■ **WHAT IS NEEDED**
Go line by line through the records below. Copy whichever lines contain the string "wherever".

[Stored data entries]
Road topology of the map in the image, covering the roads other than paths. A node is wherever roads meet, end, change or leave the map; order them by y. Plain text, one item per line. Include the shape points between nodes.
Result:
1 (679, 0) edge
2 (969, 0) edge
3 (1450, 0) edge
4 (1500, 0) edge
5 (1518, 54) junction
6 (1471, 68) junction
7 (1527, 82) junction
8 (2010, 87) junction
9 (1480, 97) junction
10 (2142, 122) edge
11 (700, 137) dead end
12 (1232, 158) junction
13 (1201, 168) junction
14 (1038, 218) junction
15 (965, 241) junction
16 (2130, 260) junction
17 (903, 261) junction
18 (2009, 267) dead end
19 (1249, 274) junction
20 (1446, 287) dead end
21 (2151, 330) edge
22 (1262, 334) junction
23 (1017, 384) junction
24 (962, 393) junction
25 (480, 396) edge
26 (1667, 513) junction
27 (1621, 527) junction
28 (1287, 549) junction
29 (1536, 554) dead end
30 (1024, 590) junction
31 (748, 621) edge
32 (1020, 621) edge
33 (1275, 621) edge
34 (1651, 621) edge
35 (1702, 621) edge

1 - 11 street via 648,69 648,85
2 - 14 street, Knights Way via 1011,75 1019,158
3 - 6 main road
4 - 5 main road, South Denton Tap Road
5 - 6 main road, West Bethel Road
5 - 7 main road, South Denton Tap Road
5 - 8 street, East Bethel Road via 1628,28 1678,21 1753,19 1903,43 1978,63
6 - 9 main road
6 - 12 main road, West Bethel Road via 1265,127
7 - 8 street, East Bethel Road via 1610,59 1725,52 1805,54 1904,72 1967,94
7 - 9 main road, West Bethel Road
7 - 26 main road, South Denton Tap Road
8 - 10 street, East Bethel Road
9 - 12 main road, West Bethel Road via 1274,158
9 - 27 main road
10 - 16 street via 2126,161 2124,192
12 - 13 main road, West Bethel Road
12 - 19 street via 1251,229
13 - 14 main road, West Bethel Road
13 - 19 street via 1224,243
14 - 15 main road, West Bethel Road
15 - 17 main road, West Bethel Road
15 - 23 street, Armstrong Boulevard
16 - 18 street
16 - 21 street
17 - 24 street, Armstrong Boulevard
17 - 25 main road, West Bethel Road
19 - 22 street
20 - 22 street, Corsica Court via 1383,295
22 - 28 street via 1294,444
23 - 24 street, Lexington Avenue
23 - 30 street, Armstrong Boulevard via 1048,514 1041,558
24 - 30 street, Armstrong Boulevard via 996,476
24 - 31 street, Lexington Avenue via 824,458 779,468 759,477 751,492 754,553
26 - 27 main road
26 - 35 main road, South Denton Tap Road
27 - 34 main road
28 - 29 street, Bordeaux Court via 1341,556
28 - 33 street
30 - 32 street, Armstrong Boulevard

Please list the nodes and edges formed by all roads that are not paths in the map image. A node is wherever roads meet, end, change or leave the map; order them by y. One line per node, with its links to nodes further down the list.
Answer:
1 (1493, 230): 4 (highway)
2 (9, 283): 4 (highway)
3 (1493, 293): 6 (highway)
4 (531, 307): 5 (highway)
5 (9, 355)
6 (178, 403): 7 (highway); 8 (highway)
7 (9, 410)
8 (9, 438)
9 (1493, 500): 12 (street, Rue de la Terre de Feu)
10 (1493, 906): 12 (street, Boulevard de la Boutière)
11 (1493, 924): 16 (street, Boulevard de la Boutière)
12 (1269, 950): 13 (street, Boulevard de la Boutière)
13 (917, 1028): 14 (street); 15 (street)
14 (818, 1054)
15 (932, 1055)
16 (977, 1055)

■ **EXERCISE RESULT**
Road topology of the map in the image, covering the roads other than paths. A node is wherever roads meet, end, change or leave the map; order them by y. Plain text, one item per line. Include the shape points between nodes.
Please list the nodes and edges formed by all roads that are not paths in the map image. A node is wherever roads meet, end, change or leave the map; order them by y. One line per node, with its links to nodes further down the list.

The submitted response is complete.